▶ **PROVIDED INFORMATION**:
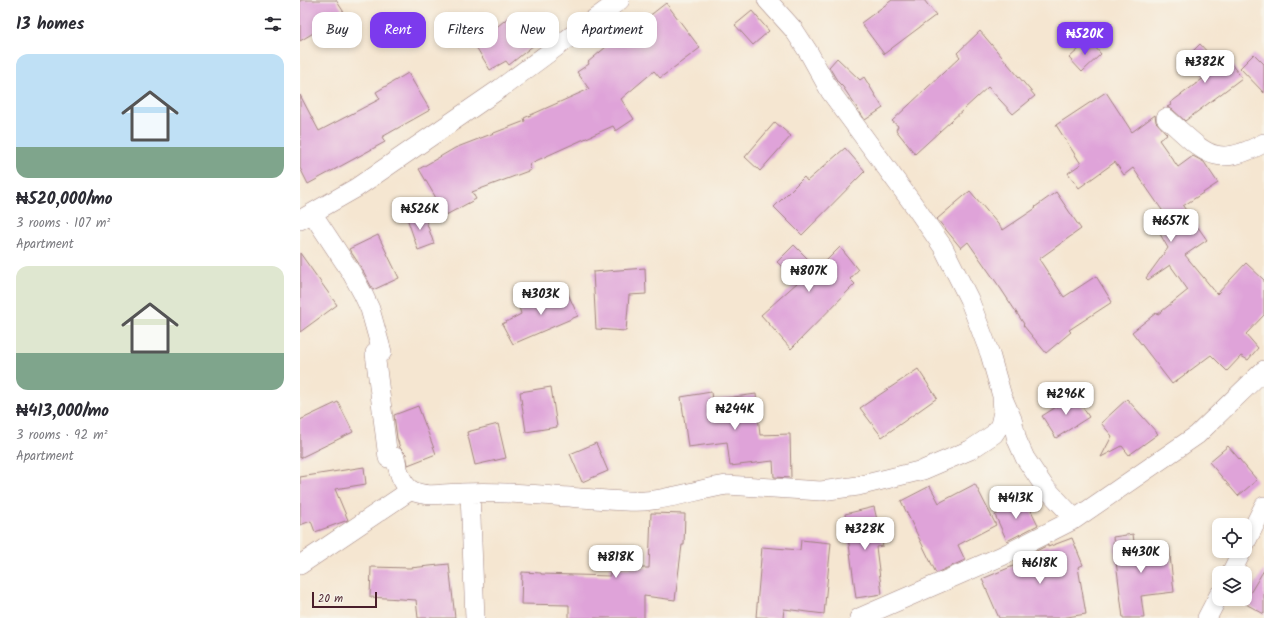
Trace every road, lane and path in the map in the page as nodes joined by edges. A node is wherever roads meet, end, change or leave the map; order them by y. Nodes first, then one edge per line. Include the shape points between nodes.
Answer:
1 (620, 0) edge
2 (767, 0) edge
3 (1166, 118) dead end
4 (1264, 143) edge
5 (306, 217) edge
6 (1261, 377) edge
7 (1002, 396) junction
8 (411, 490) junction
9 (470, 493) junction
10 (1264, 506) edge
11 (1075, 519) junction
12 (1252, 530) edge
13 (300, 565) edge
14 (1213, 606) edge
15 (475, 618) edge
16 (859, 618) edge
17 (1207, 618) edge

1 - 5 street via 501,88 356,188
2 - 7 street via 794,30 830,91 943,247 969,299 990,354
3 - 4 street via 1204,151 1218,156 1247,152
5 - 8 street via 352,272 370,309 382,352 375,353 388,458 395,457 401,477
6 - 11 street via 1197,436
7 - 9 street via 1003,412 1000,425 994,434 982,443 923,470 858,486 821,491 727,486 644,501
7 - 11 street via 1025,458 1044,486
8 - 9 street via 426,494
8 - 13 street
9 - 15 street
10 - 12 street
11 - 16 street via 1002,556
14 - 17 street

▶ **WORK TASK**:
Pictures stay out of the copy; print the material above exactly.

▶ **WRITTEN RESPONSE**:
Trace every road, lane and path in the map in the page as nodes joined by edges. A node is wherever roads meet, end, change or leave the map; order them by y. Nodes first, then one edge per line. Include the shape points between nodes.
Answer:
1 (620, 0) edge
2 (767, 0) edge
3 (1166, 118) dead end
4 (1264, 143) edge
5 (306, 217) edge
6 (1261, 377) edge
7 (1002, 396) junction
8 (411, 490) junction
9 (470, 493) junction
10 (1264, 506) edge
11 (1075, 519) junction
12 (1252, 530) edge
13 (300, 565) edge
14 (1213, 606) edge
15 (475, 618) edge
16 (859, 618) edge
17 (1207, 618) edge

1 - 5 street via 501,88 356,188
2 - 7 street via 794,30 830,91 943,247 969,299 990,354
3 - 4 street via 1204,151 1218,156 1247,152
5 - 8 street via 352,272 370,309 382,352 375,353 388,458 395,457 401,477
6 - 11 street via 1197,436
7 - 9 street via 1003,412 1000,425 994,434 982,443 923,470 858,486 821,491 727,486 644,501
7 - 11 street via 1025,458 1044,486
8 - 9 street via 426,494
8 - 13 street
9 - 15 street
10 - 12 street
11 - 16 street via 1002,556
14 - 17 street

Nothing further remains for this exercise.